An Age Pyramid in Altair

3 minute read

Charting an Age Pyramid in Altair

Altair is a declarative statistical visualization library for Python, based on

Vega and Vega-Lite, and the source is available on GitHub.

import altair as alt
from vega_datasets import data
from altair.expr import datum, if_

If you are running this code in a Jupyter notebook (as opposed to a JupyterLab book),

uncomment the next cell and run it to enable rendering in the notebook session. ###

# alt.renderers.enable('notebook')

If you are using a notebook and fail to run this cell, the following error is displayed:

<VegaLite 2 object> If you see this message, it means the renderer has not been properly enabled for the frontend that you are using. For more information, see https://altair-viz.github.io/user_guide/troubleshooting.html

Perhaps, you simply forgot?

If so, you may still run into trouble, as I did when I switch to the Jupyter notebook. When you run the cell, you may get this other message:

ValueError: To use the ‘notebook’ renderer, you must install the vega package and the associated Jupyter extension. See https://altair-viz.github.io/getting_started/installation.html for more information.

Since I had installed Altair for Jupyter only, I needed to install the missing components in my local environment: conda install -c conda-forge notebook vega


This is a correction of the Gallery example, which renders an inverted age pyramid.

pop = data.population()

# Get the min and max of the slider tool from the dataset:
slider = alt.binding_range(min=pop.year.min(), max=pop.year.max(), step=10)

# If name is None or not given, the default slider title of "selector<nnn>" will be used;
# Note 1: The <nnn> portion change as per the number of time the chart has been refreshed.
# Note 2: name (or default string) is automatically concatenated with "_" (?) and fields.
# Note 3: To my knowldege, the slider does not take an initial value, which could be min by default,;
#             Instead, the initial position seems to be the middle of the range, but not quite.
#             Also, the initial position is not labeled.

select_year = alt.selection_single(name='Select', fields=['year'], bind=slider)

base = ( alt.Chart(pop).add_selection(select_year)
                       .transform_filter(select_year)
                       .transform_calculate(gender=if_(datum.sex == 1, 'Male', 'Female')) )

title = alt.Axis(title='population')
color_scale = alt.Scale(domain=['Male', 'Female'], range=["steelblue", "salmon"])


# Try this: change alt.Y with alt.X, and keep all else the same: there should not be any difference.
# My guess is that these are methods for encoding axes, so the assignment does not really matter:
# its the lower case x and y assigned to them that matter.

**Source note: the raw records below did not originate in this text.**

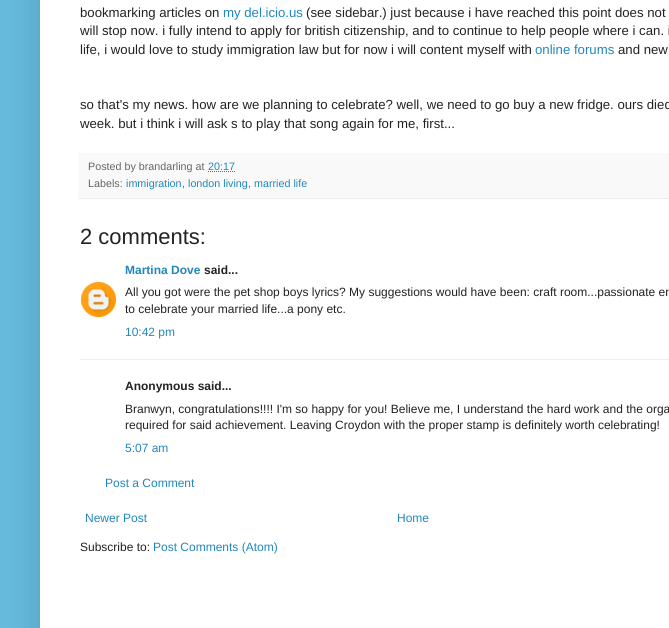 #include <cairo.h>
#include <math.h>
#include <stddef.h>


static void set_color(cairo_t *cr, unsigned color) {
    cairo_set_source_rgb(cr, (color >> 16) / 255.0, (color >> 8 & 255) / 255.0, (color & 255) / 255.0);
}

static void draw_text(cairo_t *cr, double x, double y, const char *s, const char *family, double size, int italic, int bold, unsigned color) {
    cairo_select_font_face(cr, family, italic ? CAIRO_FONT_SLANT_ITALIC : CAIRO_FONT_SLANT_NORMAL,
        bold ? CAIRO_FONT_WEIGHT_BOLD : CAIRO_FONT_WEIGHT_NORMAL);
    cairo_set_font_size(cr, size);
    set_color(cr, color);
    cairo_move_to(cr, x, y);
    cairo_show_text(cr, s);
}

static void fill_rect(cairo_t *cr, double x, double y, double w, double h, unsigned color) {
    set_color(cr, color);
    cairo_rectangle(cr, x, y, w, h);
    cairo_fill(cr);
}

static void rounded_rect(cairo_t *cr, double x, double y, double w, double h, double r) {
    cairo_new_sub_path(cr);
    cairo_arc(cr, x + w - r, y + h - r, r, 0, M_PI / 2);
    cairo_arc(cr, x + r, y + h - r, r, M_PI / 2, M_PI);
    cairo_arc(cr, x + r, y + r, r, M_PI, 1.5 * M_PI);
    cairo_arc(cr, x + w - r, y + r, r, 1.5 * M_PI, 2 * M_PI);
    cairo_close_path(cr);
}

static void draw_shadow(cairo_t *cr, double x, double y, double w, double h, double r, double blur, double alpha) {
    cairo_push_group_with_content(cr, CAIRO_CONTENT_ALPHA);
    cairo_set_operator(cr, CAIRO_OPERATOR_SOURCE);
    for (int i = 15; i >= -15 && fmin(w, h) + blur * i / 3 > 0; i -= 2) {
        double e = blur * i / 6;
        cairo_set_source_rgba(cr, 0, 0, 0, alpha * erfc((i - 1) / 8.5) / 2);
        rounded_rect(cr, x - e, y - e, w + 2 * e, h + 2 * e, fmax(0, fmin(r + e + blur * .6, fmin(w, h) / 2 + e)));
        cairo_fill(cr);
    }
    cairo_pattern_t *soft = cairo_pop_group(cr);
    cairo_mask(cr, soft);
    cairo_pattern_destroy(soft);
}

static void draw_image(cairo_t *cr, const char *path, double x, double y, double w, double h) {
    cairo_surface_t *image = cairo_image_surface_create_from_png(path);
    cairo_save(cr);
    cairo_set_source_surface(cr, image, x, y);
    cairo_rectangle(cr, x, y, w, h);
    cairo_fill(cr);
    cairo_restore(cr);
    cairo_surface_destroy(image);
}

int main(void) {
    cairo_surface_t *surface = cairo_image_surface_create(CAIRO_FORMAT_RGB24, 669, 628);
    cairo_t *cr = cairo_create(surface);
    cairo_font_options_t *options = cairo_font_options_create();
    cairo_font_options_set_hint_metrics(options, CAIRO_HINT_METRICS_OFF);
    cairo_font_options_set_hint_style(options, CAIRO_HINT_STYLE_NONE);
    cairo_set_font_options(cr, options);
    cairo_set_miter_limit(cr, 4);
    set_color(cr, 0x66BBDD);
    cairo_paint(cr);
    set_color(cr, 0x000000);
    draw_shadow(cr, 40, -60, 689, 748, 0, 20, 0.15);
    fill_rect(cr, 40, 0, 629, 628, 0xFFFFFF);
    draw_text(cr, 80, 17, "bookmarking articles on", "Liberation Sans", 13.2, 0, 0, 0x222222);
    draw_text(cr, 223, 17, "my del.icio.us", "Liberation Sans", 13.2, 0, 0, 0x2187BB);
    draw_text(cr, 306, 17, "(see sidebar.) just because i have reached this point does not", "Liberation Sans", 13.2, 0, 0, 0x222222);
    draw_text(cr, 80, 35, "will stop now. i fully intend to apply for british citizenship, and to continue to help people where i can. i", "Liberation Sans", 13.2, 0, 0, 0x222222);
    draw_text(cr, 80, 54, "life, i would love to study immigration law but for now i will content myself with", "Liberation Sans", 13.2, 0, 0, 0x222222);
    draw_text(cr, 535, 54, "online forums", "Liberation Sans", 13.2, 0, 0, 0x2187BB);
    draw_text(cr, 618, 54, "and new", "Liberation Sans", 13.2, 0, 0, 0x222222);
    draw_text(cr, 80, 109, "so that's my news. how are we planning to celebrate? well, we need to go buy a new fridge. ours died", "Liberation Sans", 13.2, 0, 0, 0x222222);
    draw_text(cr, 80, 128, "week. but i think i will ask s to play that song again for me, first...", "Liberation Sans", 13.2, 0, 0, 0x222222);
    fill_rect(cr, 78, 153, 591, 45, 0xF9F9F9);
    fill_rect(cr, 78, 198, 591, 1, 0xEEEEEE);
    draw_text(cr, 88, 170, "Posted by brandarling at", "Liberation Sans", 10.75, 0, 0, 0x666666);
    draw_text(cr, 208, 170, "20:17", "Liberation Sans", 10.75, 0, 0, 0x2187BB);
    cairo_new_path(cr);
    cairo_move_to(cr, 208, 171.5);
    cairo_line_to(cr, 235, 171.5);
    cairo_set_line_width(cr, 1);
    cairo_set_dash(cr, (double[]){1, 1}, 2, 0);
    cairo_stroke(cr);
    draw_text(cr, 88, 187, "Labels:", "Liberation Sans", 10.75, 0, 0, 0x666666);
    draw_text(cr, 126, 187, "immigration", "Liberation Sans", 10.75, 0, 0, 0x2187BB);
    draw_text(cr, 182, 187, ",", "Liberation Sans", 10.75, 0, 0, 0x666666);
    draw_text(cr, 188, 187, "london living", "Liberation Sans", 10.75, 0, 0, 0x2187BB);
    draw_text(cr, 248, 187, ",", "Liberation Sans", 10.75, 0, 0, 0x666666);
    draw_text(cr, 254, 187, "married life", "Liberation Sans", 10.75, 0, 0, 0x2187BB);
    draw_text(cr, 80, 244, "2 comments:", "Liberation Sans", 22, 0, 0, 0x222222);
    draw_text(cr, 125, 274, "Martina Dove", "Liberation Sans", 12, 0, 1, 0x2187BB);
    draw_text(cr, 204, 274, "said...", "Liberation Sans", 12, 0, 1, 0x222222);
    draw_image(cr, "assets/img1.png", 81, 282, 35, 35);
    draw_text(cr, 125, 296, "All you got were the pet shop boys lyrics? My suggestions would have been: craft room...passionate en", "Liberation Sans", 12, 0, 0, 0x222222);
    draw_text(cr, 125, 313, "to celebrate your married life...a pony etc.", "Liberation Sans", 12, 0, 0, 0x222222);
    draw_text(cr, 125, 336, "10:42 pm", "Liberation Sans", 12, 0, 0, 0x2187BB);
    fill_rect(cr, 80, 359, 589, 1, 0xEEEEEE);
    draw_text(cr, 125, 390, "Anonymous said...", "Liberation Sans", 12, 0, 1, 0x222222);
    draw_text(cr, 125, 413, "Branwyn, congratulations!!!! I'm so happy for you! Believe me, I understand the hard work and the orga", "Liberation Sans", 12, 0, 0, 0x222222);
    draw_text(cr, 125, 429, "required for said achievement. Leaving Croydon with the proper stamp is definitely worth celebrating!", "Liberation Sans", 12, 0, 0, 0x222222);
    draw_text(cr, 125, 452, "5:07 am", "Liberation Sans", 12, 0, 0, 0x2187BB);
    draw_text(cr, 105, 487, "Post a Comment", "Liberation Sans", 12, 0, 0, 0x2187BB);
    draw_text(cr, 85, 522, "Newer Post", "Liberation Sans", 12, 0, 0, 0x2187BB);
    draw_text(cr, 397, 522, "Home", "Liberation Sans", 12, 0, 0, 0x2187BB);
    draw_text(cr, 80, 551, "Subscribe to:", "Liberation Sans", 12, 0, 0, 0x222222);
    draw_text(cr, 153, 551, "Post Comments (Atom)", "Liberation Sans", 12, 0, 0, 0x2187BB);
    cairo_surface_write_to_png(surface, "output.png");
    cairo_font_options_destroy(options);
    cairo_destroy(cr);
    cairo_surface_destroy(surface);
    return 0;
}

left = ( base.transform_filter(datum.gender == 'Female')
             .encode(y=alt.Y('age:O', axis=None, sort='descending'),
                         x=alt.X('sum(people):Q', 
                         axis=title,
                         sort=alt.SortOrder('descending')),
                         color=alt.Color('gender:N', scale=color_scale, legend=None))
              .mark_bar().properties(title='Female') )

middle = base.encode(y=alt.Y('age:O', axis=None, sort='descending'),
                                 text=alt.Text('age:Q')).mark_text().properties(width=20, title='Age')

right = ( base.transform_filter(datum.gender == 'Male')
              .encode(y=alt.Y('age:O', axis=None, sort='descending'),
                          x=alt.X('sum(people):Q', axis=title),
                          color=alt.Color('gender:N', scale=color_scale, legend=None))
               .mark_bar().properties(title='Male') )

# Concatenate the three charts horizontally, same as using alt.hconcat(left, middle, right):
left | middle | right

Age Pyramid